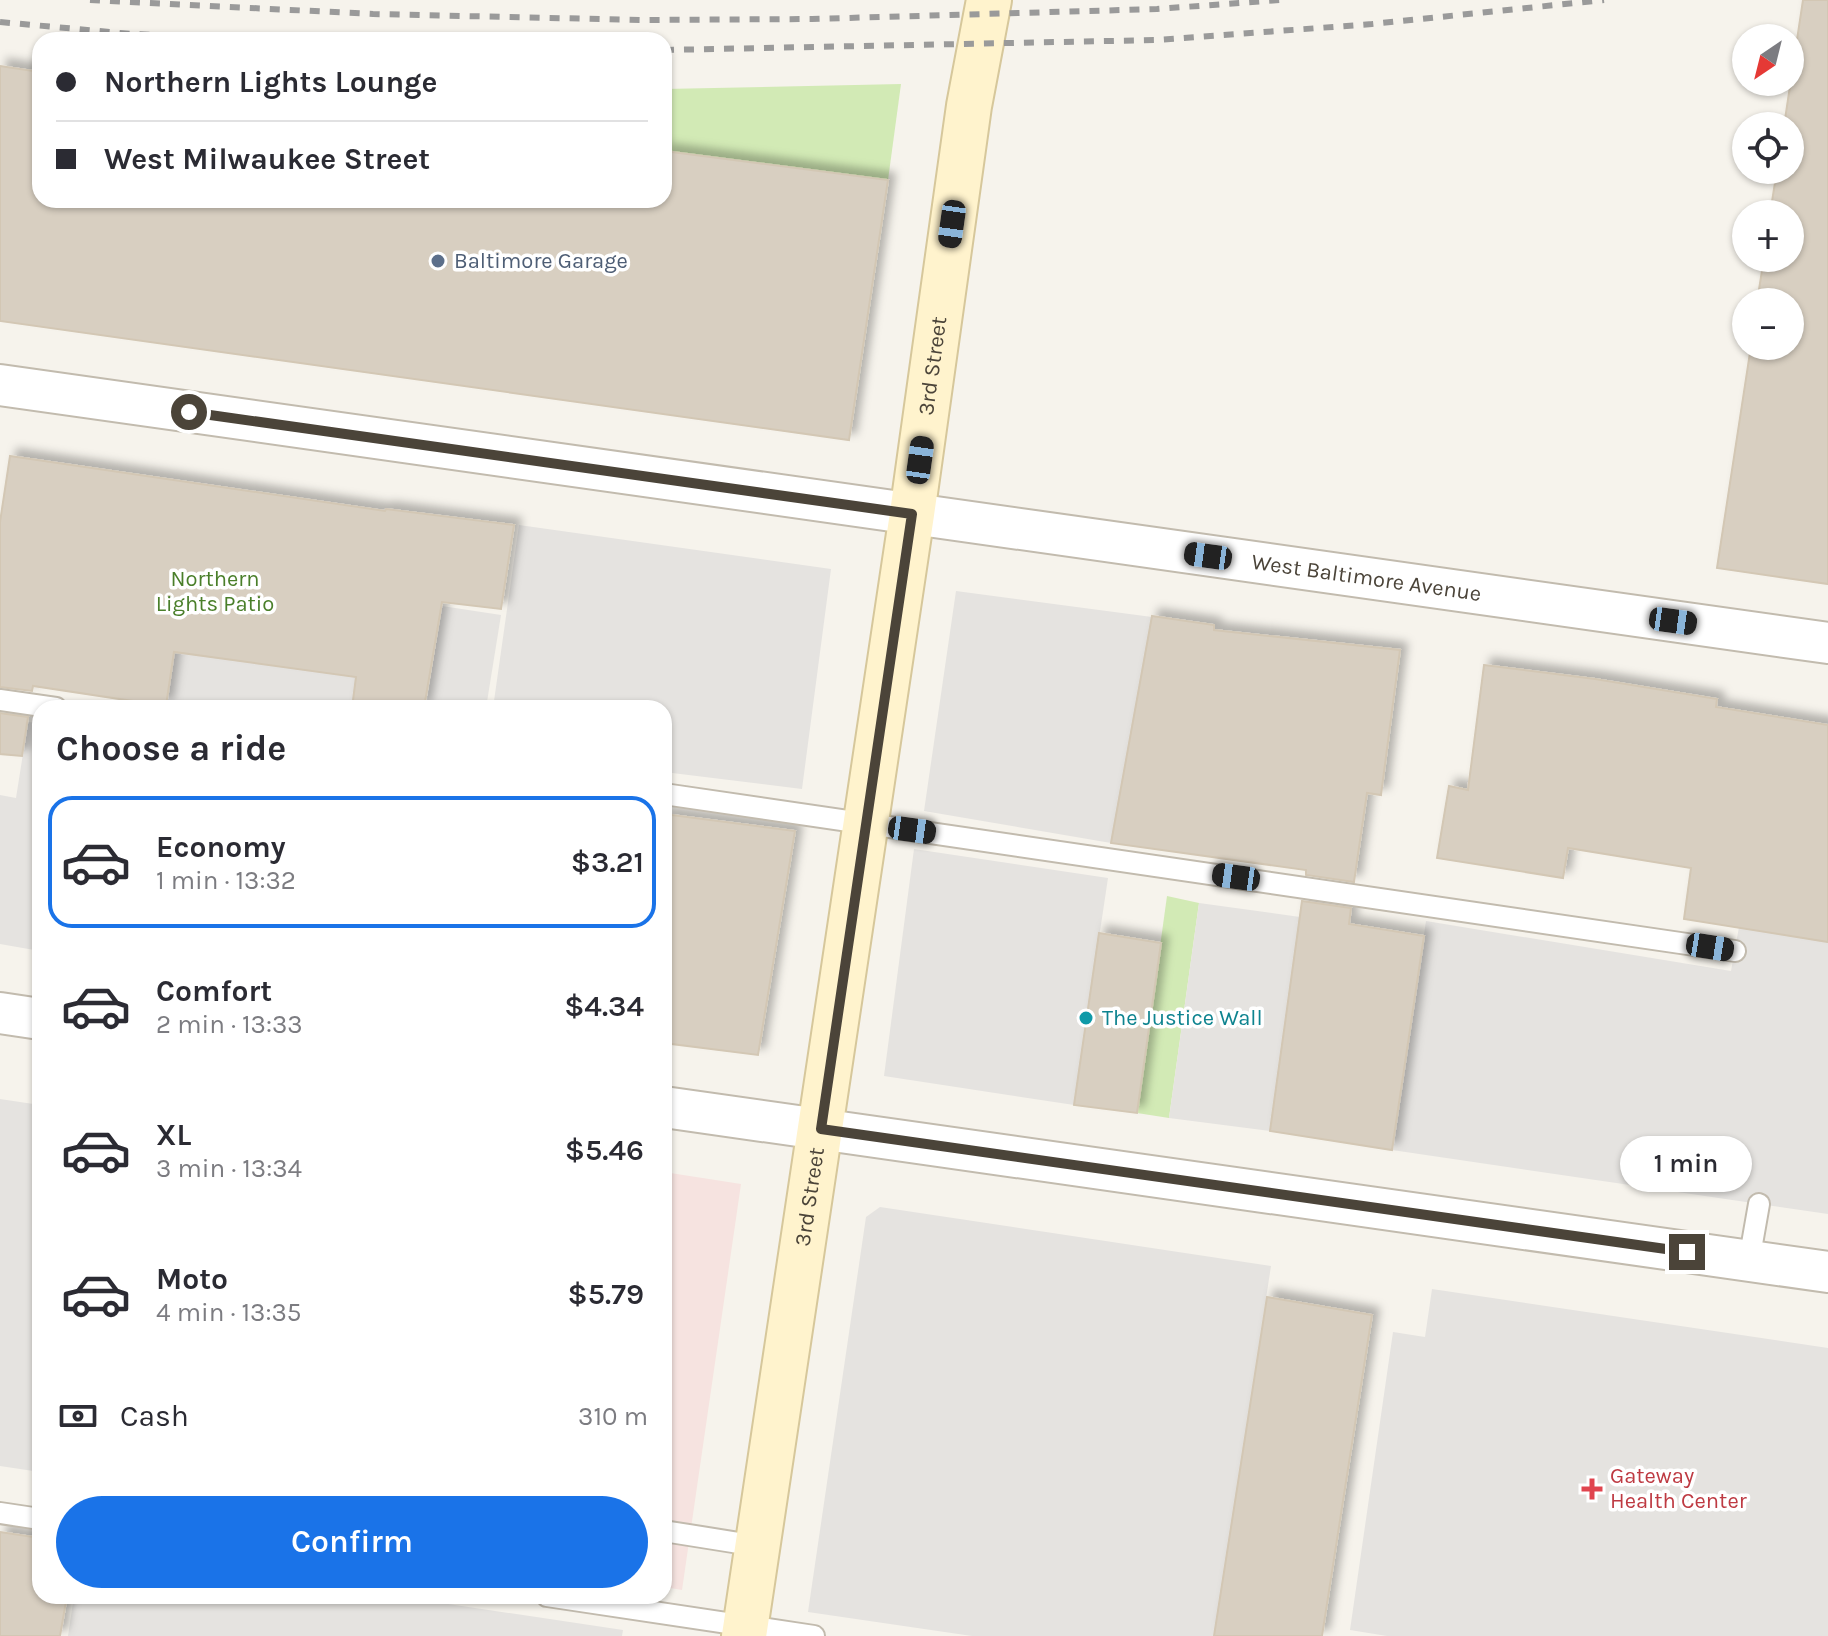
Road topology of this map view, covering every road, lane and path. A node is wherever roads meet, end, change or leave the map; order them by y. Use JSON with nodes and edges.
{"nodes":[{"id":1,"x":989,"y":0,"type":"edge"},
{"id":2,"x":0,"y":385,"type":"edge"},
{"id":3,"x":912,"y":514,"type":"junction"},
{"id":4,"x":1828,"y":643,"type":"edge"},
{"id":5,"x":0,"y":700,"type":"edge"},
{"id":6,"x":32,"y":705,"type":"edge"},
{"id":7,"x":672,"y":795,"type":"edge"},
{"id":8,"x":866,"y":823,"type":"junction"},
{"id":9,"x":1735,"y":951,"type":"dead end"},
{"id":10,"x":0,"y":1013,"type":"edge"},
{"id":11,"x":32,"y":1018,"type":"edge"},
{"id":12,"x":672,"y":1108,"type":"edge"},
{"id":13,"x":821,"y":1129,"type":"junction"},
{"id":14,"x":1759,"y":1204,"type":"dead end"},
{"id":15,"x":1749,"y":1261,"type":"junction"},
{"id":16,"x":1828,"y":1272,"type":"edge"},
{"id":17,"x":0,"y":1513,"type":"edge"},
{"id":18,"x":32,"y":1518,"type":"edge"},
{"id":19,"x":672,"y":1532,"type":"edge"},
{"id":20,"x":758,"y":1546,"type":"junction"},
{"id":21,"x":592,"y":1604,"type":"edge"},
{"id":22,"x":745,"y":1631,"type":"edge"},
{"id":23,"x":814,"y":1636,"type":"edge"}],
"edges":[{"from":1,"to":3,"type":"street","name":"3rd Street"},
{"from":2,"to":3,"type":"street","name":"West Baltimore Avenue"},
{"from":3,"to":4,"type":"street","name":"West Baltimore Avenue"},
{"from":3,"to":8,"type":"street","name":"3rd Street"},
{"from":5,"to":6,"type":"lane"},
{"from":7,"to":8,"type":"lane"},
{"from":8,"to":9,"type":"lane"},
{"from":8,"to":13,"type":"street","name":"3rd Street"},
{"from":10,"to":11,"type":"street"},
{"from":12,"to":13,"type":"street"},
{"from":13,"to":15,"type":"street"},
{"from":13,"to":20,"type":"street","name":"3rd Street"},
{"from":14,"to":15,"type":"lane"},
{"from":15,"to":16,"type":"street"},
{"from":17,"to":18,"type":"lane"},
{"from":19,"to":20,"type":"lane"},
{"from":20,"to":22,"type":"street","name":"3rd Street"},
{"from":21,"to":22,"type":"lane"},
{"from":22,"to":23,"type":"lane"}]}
■ ■ ■ ■ ■
## WORK INSTRUCTIONS
Out of the records above, pull the lines that include the word "name".

## RESULT OF THE TASK
"edges":[{"from":1,"to":3,"type":"street","name":"3rd Street"},
{"from":2,"to":3,"type":"street","name":"West Baltimore Avenue"},
{"from":3,"to":4,"type":"street","name":"West Baltimore Avenue"},
{"from":3,"to":8,"type":"street","name":"3rd Street"},
{"from":8,"to":13,"type":"street","name":"3rd Street"},
{"from":13,"to":20,"type":"street","name":"3rd Street"},
{"from":20,"to":22,"type":"street","name":"3rd Street"},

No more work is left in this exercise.